No dobrze, ale po co to wszystko? Ano dzięki temu będzie można wreszcie zastosować Flasha i jego dobrodziejstwa we własnych aplikacjach bez konieczności stosowania oryginalnego Flashplayera. Teraz też możliwe będzie powstanie narzędzi kompatybilnych z Flashem na platformy do tej pory omijane (np Linux). Co się też z tym wszystkim wiąże to że zyskamy możliwość zastosowania Flasha w telefonach, sprzęcie RTV, oraz jeśli będziemy mieli tylko taki kaprys to nawet w menu kuchenki mikrofalowej 😉 To naprawdę duży krok naprzód i z pewnością zaowocuje to dużymi zmianami które obserwować będziemy mogli już niebawem, zwłaszcza że do projektu OSP już teraz przystąpiły największe giganty rynku technologii oraz mediów: ARM, Chunghwa Telecom, Cisco, Intel, LG Electronics Inc., Marvell, Motorola, Nokia, NTT DoCoMo, Qualcomm, Samsung Electronics Co., Sony Ericsson, Toshiba, Verizon Wireless, BBC, MTV Networks i NBC Universal.
I bardzo dobrze 🙂
źródło: Adobe
Doskonale! – nic dodać, nic ująć.
Swietny news bo im wiecej otwartych zrodel tym lepiej. Boje sie tylko zeby teraz wszystkiego nie zaczeli robic we flashu bo to tez moze byc przeginka w druga strone na przyklad komorka z systemem flashowym, cos jak efektowyny symbian i koszmarnie wolne fajerwerki ^-^
Wreszcie będzie porządny flash na linux'a. Adobe nie kwapiło się dotychczas do wypuszczenia 64 bitowego plugin'a a rozwiązania opensource mają braki. Jak działa 32 bitowy flash w 64 bitowym Firefoxie można sobie wyobrazić. Rozwiązaniem zawsze jest 32 bitowy Firefox ale to chyba nie o to chodzi. Nie mówię już o innych przeglądarkach.

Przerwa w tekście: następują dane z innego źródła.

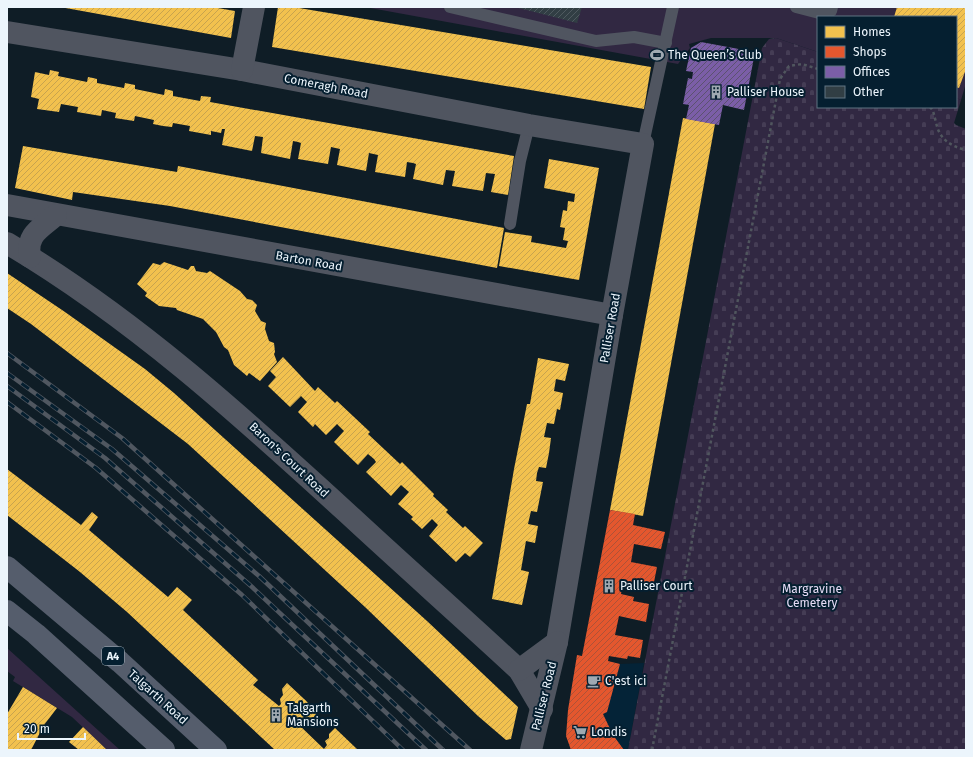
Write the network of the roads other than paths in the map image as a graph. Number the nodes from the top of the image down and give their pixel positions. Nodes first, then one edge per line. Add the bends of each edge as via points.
1 (254, 7) edge
2 (450, 7) edge
3 (796, 7) edge
4 (832, 7) edge
5 (673, 12) edge
6 (8, 38) edge
7 (666, 43) junction
8 (242, 70) junction
9 (529, 125) junction
10 (643, 144) junction
11 (7, 205) edge
12 (56, 215) junction
13 (510, 224) dead end
14 (7, 243) edge
15 (30, 257) junction
16 (612, 315) junction
17 (7, 567) edge
18 (7, 611) edge
19 (558, 642) junction
20 (519, 670) junction
21 (542, 709) junction
22 (164, 750) edge
23 (216, 750) edge
24 (531, 750) edge

1 - 8 street
2 - 7 lane via 596,41 634,37
3 - 4 lane via 823,14
5 - 7 lane, Palliser Road
6 - 8 street, Comeragh Road
7 - 10 lane, Palliser Road
8 - 9 street, Comeragh Road
9 - 10 street, Comeragh Road
9 - 13 lane via 520,161
10 - 16 street, Palliser Road
11 - 12 street, Barton Road
12 - 15 street via 32,236 28,245
12 - 16 street, Barton Road
14 - 15 street, Baron's Court Road
15 - 20 street, Baron's Court Road via 158,346 238,413
16 - 19 street, Palliser Road
17 - 23 highway, Talgarth Road / A4 via 120,662
18 - 22 highway via 36,634
19 - 20 street, Palliser Road
19 - 21 street, Palliser Road
20 - 21 street, Baron's Court Road
21 - 24 street, Palliser Road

Brzydki Biterku, wywaliłeś mi komentarz czy Twój antyspam się rozpędził zanadto? Przyhamuj nieco drania :).
o ja brzydki, dzięki za info będę teraz bardziej pilnował drania 🙂
może w końcu developerzy Opery będą mogli dopieścić obsługę pluginu Flashplayer pod Linuksem. Bo póki co klęska i przez to siedzęna Windzie (przeglądarki nie mam zamiaru zmienić ;))
True, ja właśnie dlatego Opery nie lubię (only Firefox), bo nawet na windzie FlashPlayer działa średnio. Konkretnie to chodzi mi o powolność z jaką to działa, a która ma znaczenie przy bardziej zaawansowanych aplikacjach. No ale teraz może to faktycznie ulec zmianie, oby 🙂
Flash będzie w popularnych distro out of the box.
Fedora 9 dostarczy swfdec, a ten po jej wydaniu skorzysta z dokumentacji :> .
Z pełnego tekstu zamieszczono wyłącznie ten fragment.